Microsoft's RearType: Physical keys to the iPad, Kindle and tablet kingdoms? - bensummers
http://www.zdnet.com/blog/microsoft/microsofts-reartype-physical-keys-to-the-ipad-kindle-and-tablet-kingdoms/7039

======
fragmede
The actual paper is
[https://research.microsoft.com/pubs/135609/reartype%20mobile...](https://research.microsoft.com/pubs/135609/reartype%20mobilehci.pdf)

They only had 12 participants, and while they cite 15 WPM as average
performance, one of the participants did 47 WPM. Unfortunately, they don't
give original keyboard speed of participants.

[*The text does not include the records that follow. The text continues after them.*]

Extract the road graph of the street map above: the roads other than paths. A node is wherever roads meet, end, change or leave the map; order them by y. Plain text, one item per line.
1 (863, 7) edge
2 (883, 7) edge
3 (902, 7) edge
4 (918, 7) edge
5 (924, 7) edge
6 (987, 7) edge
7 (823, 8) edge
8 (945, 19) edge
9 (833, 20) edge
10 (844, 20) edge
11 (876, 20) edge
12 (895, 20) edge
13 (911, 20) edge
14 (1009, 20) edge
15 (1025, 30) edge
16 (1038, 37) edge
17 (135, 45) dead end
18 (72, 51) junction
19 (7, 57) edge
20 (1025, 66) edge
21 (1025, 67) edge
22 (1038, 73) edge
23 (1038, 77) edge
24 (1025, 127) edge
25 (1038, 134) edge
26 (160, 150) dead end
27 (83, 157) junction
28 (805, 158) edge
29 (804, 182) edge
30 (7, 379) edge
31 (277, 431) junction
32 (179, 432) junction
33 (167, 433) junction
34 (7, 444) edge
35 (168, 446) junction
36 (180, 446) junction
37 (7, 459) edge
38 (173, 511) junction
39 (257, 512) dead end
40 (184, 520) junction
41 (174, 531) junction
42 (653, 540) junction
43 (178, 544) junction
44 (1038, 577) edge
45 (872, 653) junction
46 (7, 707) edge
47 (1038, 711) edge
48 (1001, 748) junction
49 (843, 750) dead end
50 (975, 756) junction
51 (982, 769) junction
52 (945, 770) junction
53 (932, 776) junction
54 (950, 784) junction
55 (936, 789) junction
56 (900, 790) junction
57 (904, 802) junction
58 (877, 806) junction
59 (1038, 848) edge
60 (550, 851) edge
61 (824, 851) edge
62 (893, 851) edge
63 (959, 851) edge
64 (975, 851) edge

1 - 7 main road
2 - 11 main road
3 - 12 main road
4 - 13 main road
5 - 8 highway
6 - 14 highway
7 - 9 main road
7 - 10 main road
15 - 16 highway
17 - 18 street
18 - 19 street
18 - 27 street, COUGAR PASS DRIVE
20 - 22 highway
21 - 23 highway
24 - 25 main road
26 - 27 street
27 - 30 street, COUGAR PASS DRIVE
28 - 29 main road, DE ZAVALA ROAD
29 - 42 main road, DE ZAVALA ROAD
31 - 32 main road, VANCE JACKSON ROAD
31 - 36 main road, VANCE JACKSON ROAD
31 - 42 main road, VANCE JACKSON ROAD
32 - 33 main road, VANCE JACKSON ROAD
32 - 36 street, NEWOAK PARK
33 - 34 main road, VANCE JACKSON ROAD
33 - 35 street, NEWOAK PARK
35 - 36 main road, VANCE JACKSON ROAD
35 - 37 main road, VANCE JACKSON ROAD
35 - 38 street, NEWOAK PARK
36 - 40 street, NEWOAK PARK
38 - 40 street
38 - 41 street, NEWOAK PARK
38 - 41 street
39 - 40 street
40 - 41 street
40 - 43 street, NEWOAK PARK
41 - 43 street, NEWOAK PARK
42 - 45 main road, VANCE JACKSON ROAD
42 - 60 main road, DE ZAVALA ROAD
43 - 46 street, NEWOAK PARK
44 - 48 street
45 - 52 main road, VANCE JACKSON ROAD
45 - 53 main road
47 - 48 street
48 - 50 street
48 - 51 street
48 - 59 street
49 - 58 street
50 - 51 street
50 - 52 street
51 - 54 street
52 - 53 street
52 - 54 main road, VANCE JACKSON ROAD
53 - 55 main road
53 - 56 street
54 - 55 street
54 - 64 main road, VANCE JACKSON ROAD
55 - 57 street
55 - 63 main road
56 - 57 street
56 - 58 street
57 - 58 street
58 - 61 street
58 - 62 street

Their testing also compared between the 3 - touchscreen, keyboard, and rear-
type in relatively short bursts. The all-important question is how well would
someone do if they used this exclusively as their input device?

Judging from the pictures, the hardware used is a MIMO usb monitor[1] with an
ergodex keyboard[2].

[1] <http://www.mimomonitors.com/>

[2] <http://www.ergodex.com/mainpage.htm>

------
kenjackson
I think they have the right idea, but the wrong implementation.

It shouldn't be a physical keyboard, but rather a touchpad on the back. With
faux-translucency so you can see where your fingers are resting. By default,
when you rest your four fingers to each side of the back... the keyboard home
row adjusts to rest under your finger

The way it should work is that it detects a keypress when the user presses
down and releases a key within half a second.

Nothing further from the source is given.